START DATA SUPPLIED

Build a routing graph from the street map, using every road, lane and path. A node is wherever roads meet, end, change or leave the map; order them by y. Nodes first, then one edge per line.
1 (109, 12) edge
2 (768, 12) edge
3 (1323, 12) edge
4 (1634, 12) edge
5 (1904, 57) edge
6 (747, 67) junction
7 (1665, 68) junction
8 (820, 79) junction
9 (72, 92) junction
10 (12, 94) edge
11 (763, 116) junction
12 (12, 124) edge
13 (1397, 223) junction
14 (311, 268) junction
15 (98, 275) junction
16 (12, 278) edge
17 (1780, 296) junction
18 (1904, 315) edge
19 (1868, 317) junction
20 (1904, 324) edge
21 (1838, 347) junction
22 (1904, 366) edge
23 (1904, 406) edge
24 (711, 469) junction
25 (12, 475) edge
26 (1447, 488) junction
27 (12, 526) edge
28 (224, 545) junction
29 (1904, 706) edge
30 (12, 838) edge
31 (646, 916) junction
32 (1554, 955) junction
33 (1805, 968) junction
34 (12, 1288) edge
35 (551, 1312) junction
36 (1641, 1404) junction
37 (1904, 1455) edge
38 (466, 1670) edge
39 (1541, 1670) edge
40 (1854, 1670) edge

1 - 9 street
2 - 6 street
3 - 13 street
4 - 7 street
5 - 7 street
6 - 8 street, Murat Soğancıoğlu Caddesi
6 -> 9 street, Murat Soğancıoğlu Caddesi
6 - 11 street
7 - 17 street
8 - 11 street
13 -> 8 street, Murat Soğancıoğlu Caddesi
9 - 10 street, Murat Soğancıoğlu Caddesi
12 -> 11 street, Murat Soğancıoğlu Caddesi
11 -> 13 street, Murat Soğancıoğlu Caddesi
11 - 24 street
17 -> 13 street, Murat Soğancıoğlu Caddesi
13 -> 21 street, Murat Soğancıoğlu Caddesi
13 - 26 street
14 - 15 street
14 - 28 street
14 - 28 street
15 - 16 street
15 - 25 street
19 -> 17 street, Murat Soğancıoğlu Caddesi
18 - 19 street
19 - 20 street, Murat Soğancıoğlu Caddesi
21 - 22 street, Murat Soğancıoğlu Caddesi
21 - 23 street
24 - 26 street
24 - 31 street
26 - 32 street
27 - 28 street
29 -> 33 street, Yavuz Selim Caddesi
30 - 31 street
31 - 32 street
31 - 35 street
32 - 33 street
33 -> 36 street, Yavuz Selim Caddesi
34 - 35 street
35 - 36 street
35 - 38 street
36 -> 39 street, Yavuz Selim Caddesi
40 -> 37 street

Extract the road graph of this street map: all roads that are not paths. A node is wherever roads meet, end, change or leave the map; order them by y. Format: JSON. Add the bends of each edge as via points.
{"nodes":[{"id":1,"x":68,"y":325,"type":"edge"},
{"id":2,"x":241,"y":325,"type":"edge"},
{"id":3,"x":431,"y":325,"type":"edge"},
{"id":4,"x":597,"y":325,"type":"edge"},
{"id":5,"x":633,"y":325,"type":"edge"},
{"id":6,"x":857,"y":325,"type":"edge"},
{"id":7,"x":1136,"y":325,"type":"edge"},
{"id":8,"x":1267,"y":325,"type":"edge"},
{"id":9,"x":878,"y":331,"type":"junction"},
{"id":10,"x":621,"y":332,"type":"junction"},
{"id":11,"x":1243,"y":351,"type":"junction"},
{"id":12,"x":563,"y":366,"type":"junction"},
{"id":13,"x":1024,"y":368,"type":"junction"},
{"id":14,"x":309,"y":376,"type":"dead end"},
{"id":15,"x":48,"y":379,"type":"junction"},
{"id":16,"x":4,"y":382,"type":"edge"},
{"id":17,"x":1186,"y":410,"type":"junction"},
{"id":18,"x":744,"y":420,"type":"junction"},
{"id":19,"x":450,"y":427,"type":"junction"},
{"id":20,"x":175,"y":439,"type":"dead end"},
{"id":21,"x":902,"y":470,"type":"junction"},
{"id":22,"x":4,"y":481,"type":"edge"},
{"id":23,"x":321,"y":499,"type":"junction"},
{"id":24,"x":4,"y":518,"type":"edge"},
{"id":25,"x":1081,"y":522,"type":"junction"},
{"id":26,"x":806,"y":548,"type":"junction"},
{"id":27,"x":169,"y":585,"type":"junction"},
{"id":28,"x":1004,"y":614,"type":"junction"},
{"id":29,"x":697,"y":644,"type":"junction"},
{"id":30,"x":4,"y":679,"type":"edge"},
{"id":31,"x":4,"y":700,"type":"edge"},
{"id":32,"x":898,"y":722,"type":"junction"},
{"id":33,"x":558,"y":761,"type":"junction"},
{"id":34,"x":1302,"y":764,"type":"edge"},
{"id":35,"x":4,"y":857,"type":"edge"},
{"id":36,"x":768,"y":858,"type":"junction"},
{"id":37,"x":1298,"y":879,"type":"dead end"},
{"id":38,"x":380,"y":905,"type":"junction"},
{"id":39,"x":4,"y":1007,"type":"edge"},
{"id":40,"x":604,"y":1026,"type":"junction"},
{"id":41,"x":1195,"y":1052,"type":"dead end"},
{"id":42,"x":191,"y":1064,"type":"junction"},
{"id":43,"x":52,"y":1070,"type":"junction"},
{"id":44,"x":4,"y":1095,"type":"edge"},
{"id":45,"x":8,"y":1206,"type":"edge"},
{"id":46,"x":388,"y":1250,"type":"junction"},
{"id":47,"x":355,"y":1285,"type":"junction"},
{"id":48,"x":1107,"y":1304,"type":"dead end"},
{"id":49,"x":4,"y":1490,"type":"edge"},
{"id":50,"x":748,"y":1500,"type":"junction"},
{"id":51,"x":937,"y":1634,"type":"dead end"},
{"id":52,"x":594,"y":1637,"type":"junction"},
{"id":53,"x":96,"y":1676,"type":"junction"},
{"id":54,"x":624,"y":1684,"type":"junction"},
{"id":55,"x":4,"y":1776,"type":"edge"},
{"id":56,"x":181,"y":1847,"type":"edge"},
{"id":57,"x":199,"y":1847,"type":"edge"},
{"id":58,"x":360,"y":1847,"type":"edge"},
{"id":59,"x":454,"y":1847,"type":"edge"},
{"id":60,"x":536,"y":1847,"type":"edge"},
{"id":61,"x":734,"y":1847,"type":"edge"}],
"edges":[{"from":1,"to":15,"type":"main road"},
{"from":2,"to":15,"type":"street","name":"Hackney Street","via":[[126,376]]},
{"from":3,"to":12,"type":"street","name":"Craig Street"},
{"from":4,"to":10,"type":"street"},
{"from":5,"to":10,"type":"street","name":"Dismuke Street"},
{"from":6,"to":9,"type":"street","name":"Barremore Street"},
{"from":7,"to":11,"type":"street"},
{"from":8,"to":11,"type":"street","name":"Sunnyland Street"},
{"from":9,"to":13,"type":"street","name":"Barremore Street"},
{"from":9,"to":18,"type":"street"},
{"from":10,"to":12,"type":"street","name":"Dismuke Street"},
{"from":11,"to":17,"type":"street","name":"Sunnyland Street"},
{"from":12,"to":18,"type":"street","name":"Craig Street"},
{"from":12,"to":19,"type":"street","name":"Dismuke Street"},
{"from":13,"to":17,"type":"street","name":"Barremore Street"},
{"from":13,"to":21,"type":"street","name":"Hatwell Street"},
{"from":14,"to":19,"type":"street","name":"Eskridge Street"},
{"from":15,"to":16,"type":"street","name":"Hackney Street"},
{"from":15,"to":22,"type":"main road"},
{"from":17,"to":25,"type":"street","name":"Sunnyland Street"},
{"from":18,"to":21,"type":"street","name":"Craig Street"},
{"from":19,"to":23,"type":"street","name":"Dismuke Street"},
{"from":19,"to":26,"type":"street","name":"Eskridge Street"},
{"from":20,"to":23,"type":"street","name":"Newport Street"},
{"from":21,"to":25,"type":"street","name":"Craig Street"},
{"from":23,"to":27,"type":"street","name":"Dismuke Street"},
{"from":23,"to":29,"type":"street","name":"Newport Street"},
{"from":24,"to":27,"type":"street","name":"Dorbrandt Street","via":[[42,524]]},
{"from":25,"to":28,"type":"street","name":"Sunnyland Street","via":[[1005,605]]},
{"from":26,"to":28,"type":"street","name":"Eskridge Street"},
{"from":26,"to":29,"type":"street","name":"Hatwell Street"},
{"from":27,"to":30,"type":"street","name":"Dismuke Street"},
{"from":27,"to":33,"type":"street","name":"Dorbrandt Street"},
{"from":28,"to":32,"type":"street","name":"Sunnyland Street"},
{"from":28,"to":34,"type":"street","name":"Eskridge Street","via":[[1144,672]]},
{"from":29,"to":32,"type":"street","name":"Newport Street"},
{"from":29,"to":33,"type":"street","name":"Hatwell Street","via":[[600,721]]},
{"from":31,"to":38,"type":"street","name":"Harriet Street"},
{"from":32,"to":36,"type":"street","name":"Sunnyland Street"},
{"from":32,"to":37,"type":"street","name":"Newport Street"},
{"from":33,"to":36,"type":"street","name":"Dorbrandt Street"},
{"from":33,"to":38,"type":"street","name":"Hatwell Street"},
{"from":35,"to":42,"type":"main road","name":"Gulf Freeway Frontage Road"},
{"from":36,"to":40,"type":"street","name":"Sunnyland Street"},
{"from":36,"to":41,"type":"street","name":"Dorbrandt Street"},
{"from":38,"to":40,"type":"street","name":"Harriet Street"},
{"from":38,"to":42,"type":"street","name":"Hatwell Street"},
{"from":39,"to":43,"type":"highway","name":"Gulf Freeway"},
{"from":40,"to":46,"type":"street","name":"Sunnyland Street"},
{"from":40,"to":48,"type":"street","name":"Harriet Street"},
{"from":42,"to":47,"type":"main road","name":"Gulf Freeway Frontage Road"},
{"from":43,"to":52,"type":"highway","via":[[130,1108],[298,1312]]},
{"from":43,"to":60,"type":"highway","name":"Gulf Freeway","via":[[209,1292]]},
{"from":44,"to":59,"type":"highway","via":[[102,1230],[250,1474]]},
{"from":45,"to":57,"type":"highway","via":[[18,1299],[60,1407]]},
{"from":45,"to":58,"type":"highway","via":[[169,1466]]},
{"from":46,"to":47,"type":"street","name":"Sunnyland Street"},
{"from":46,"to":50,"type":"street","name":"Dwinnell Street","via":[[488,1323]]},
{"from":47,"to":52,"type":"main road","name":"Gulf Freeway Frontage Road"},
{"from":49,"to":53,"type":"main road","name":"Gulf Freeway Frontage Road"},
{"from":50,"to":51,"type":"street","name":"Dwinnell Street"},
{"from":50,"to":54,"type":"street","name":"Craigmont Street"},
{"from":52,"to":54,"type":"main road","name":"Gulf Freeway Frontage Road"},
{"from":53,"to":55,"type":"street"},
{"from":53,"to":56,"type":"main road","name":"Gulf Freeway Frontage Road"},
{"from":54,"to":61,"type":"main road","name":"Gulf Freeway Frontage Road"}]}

END DATA SUPPLIED

PROBLEM TO WORK ON: Count each line above that has the word "Hackney" in it, and write down nothing but the total.

OUTPUT: 2